Letting People In
The mode of photography in our own lives has developed rapidly in recent years; we are willing to show off our photos to the rest of the world through many different virtual sites such as Facebook, Flickr and various blogs. Even though our lives in some respects have become increasingly private, progressively dispersed and our homes ever more guarded we are willing to publicise our lives digitally. I would undoubtedly consider this to be a counter culture against privatization.‘In the virtual world, ideas about privacy are changing at the ground level and what we do online will have a greater impact upon future privacy laws than any legislation that results from the current offline inquiry’ states Aleks Krotoski in an article for The Observer [Krotoski, 2011].To a certain extent we are virtually inviting people into our private lives. We may communicate with people through social networking that we barely know, but I would be surprised if most people even spoke to their neighbours. But what interests me the most about unraveling and exposing the private realms of homes is how can I achieve this myself?
The answer already exists by taking the step beyond the virtual into reality in the form of the cultural and social phenomenon of hospitality exchanges via social networking. The movement has developed into a diverse array of sites promoting travel and independence such as: couchsurfing.org, airbnb.com and helpx.net among others inspire young and old minds. Helpx has been set up for travellers on a limited budget where they,’work up to 28 hours a week in exchange for food and accommodation’ [Cahalane, 2011]. People’s attitudes are changing to become more adaptable, flexible and adjustable.

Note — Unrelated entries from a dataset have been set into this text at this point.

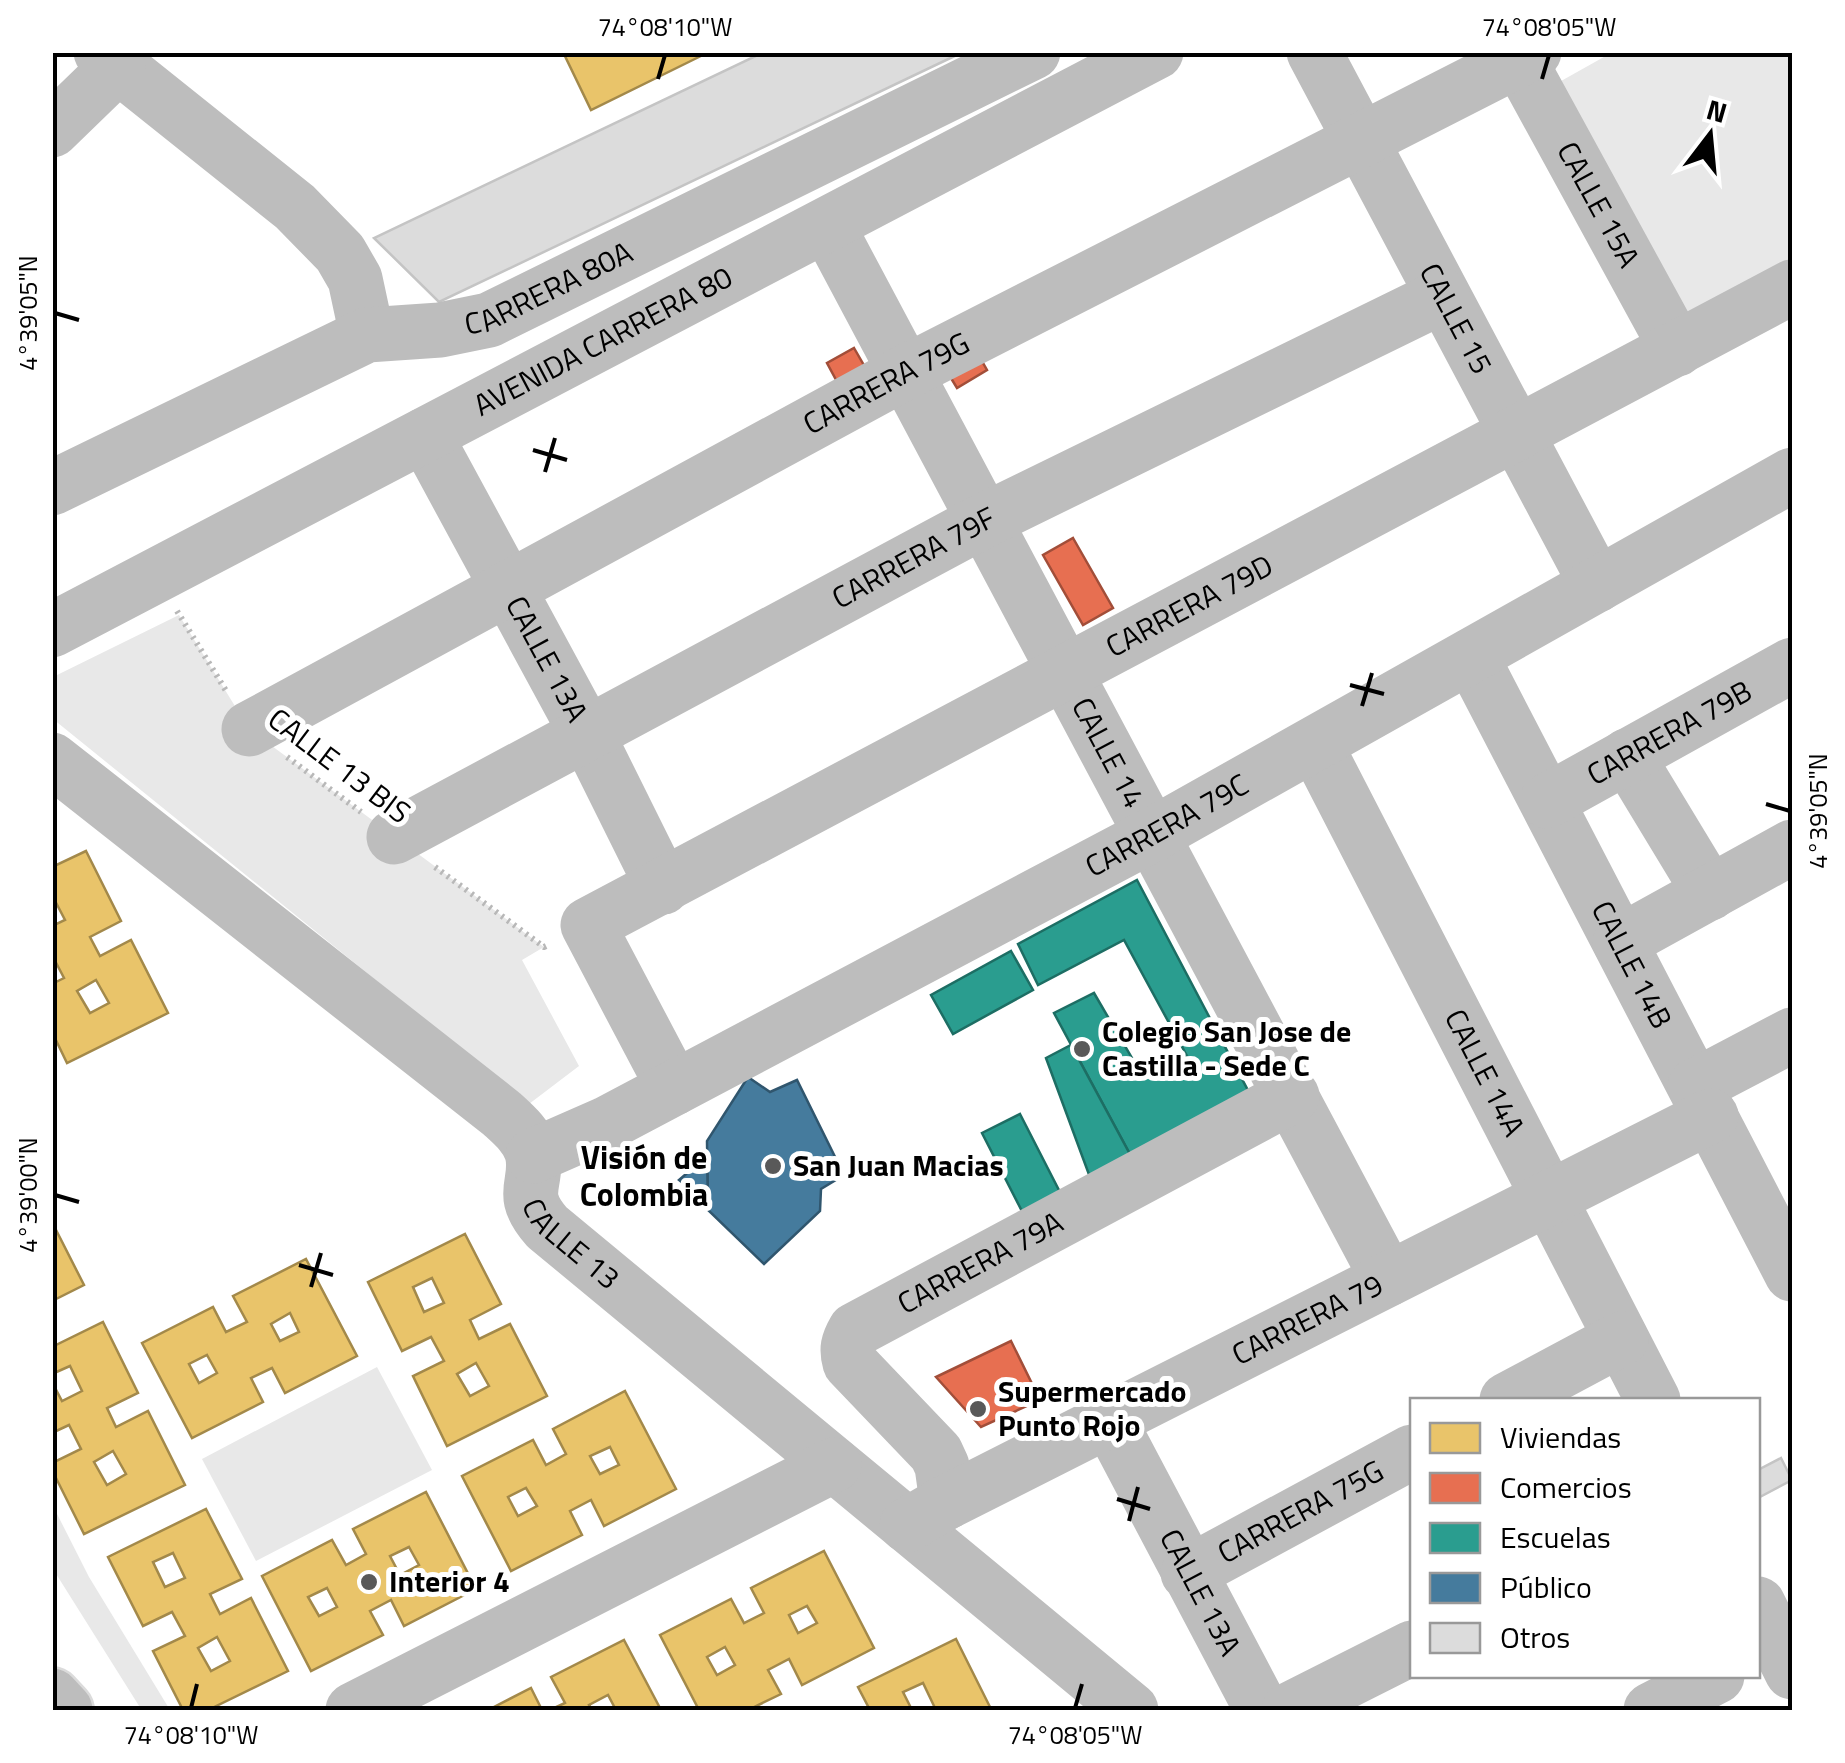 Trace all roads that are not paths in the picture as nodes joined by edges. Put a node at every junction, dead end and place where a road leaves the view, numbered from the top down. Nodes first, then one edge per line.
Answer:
1 (1033, 52) edge
2 (1156, 52) edge
3 (1314, 52) edge
4 (1526, 56) edge
5 (109, 59) edge
6 (52, 130) edge
7 (1362, 141) junction
8 (827, 225) junction
9 (1792, 287) edge
10 (1444, 296) junction
11 (367, 336) junction
12 (1677, 349) junction
13 (906, 372) junction
14 (425, 434) junction
15 (1517, 434) junction
16 (1792, 475) edge
17 (52, 488) edge
18 (985, 520) junction
19 (1598, 585) junction
20 (508, 588) junction
21 (52, 630) edge
22 (1471, 656) junction
23 (1792, 665) edge
24 (1066, 672) junction
25 (249, 729) road end
26 (587, 734) junction
27 (1315, 744) junction
28 (1627, 756) junction
29 (52, 760) edge
30 (1547, 801) junction
31 (1152, 836) junction
32 (394, 837) road end
33 (1792, 847) edge
34 (663, 888) junction
35 (1710, 893) junction
36 (1620, 942) junction
37 (1792, 1034) edge
38 (674, 1088) junction
39 (1292, 1096) junction
40 (1703, 1101) junction
41 (533, 1156) junction
42 (1548, 1198) junction
43 (1788, 1254) edge
44 (1388, 1279) junction
45 (1621, 1338) junction
46 (1511, 1398) edge
47 (1651, 1398) edge
48 (1109, 1420) junction
49 (1410, 1453) edge
50 (834, 1465) junction
51 (927, 1514) junction
52 (1188, 1573) junction
53 (1410, 1649) edge
54 (1714, 1678) edge
55 (52, 1696) edge
56 (65, 1710) edge
57 (353, 1710) edge
58 (1132, 1710) edge
59 (1262, 1710) edge
60 (1290, 1710) edge
61 (1650, 1710) edge

1 - 11 street, CARRERA 80A
2 - 8 street, AVENIDA CARRERA 80
3 - 7 street, CALLE 15
4 - 7 street, CARRERA 79G
4 - 12 street, CALLE 15A
5 - 6 street
5 - 11 street
7 - 10 street, CALLE 15
7 - 13 street, CARRERA 79G
8 - 13 street, CALLE 14
8 - 14 street, AVENIDA CARRERA 80
9 - 12 street, CARRERA 79D
10 - 15 street, CALLE 15
10 - 18 street, CARRERA 79F
11 - 17 street, CARRERA 80A
12 - 15 street, CARRERA 79D
13 - 18 street, CALLE 14
13 - 20 street, CARRERA 79G
14 - 20 street, CALLE 13A
14 - 21 street, AVENIDA CARRERA 80
15 - 19 street, CALLE 15
15 - 24 street, CARRERA 79D
16 - 19 street, CARRERA 79C
18 - 24 street, CALLE 14
18 - 26 street, CARRERA 79F
19 - 22 street, CARRERA 79C
20 - 25 street, CARRERA 79G
20 - 26 street, CALLE 13A
22 - 27 street, CARRERA 79C
22 - 30 street, CALLE 14B
23 - 28 street, CARRERA 79B
24 - 31 street, CALLE 14
24 - 34 street, CARRERA 79D
26 - 32 street, CARRERA 79F
26 - 34 street, CALLE 13A
27 - 31 street, CARRERA 79C
27 - 42 street, CALLE 14A
28 - 30 street, CARRERA 79B
28 - 35 street
29 - 41 street, CALLE 13
30 - 36 street, CALLE 14B
31 - 38 street, CARRERA 79C
31 - 39 street, CALLE 14
33 - 35 street
34 - 38 street, CARRERA 79D
35 - 36 street
36 - 40 street, CALLE 14B
37 - 40 street, CARRERA 79
38 - 41 street, CARRERA 79C
39 - 44 street, CALLE 14
39 - 51 street, CARRERA 79A
40 - 42 street, CARRERA 79
40 - 43 street, CALLE 14B
41 - 50 street, CALLE 13
42 - 44 street, CARRERA 79
42 - 45 street, CALLE 14A
44 - 48 street, CARRERA 79
45 - 46 street
45 - 47 street, CALLE 14A
48 - 51 street, CARRERA 79
48 - 52 street, CALLE 13A
49 - 52 street, CARRERA 75G
50 - 51 street, CALLE 13
50 - 57 street
51 - 58 street, CALLE 13
52 - 59 street, CALLE 13A
53 - 60 street
54 - 61 street
55 - 56 street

The idea of couch surfing has been around for many years; staying on friends sofa’s or people’s couches through recommendation. But now it has become a fully formed legitimate internet- based network for users. CouchSurfing was set up ‘in 2004 and has grown to more than 2.4 million members’ [Kittle, 2011] Essentially the very core of CouchSurfing is trust.The very notion of ‘sleeping with strangers’ [Aslop, 2006] would be deemed absurd to many, nonetheless one only has to look the number of people involved to realise that it is a realistic, viable and a spur of the moment option. CouchSurfing facilitates the breaking down of privacy on an enormous scale. Its success has motivated Stanford University to carry out research on the CouchSurfing website. They explain,‘Since lack of trust may be at the root of problems such as corruption and poverty, they believe that figuring out how to build trust can benefit society as a whole’ [Santos, 2010]. Since the lack of trust is an ever-growing issue due to unequal societies the opening up of homes to strangers is a seminal feat achieved by CouchSurfing.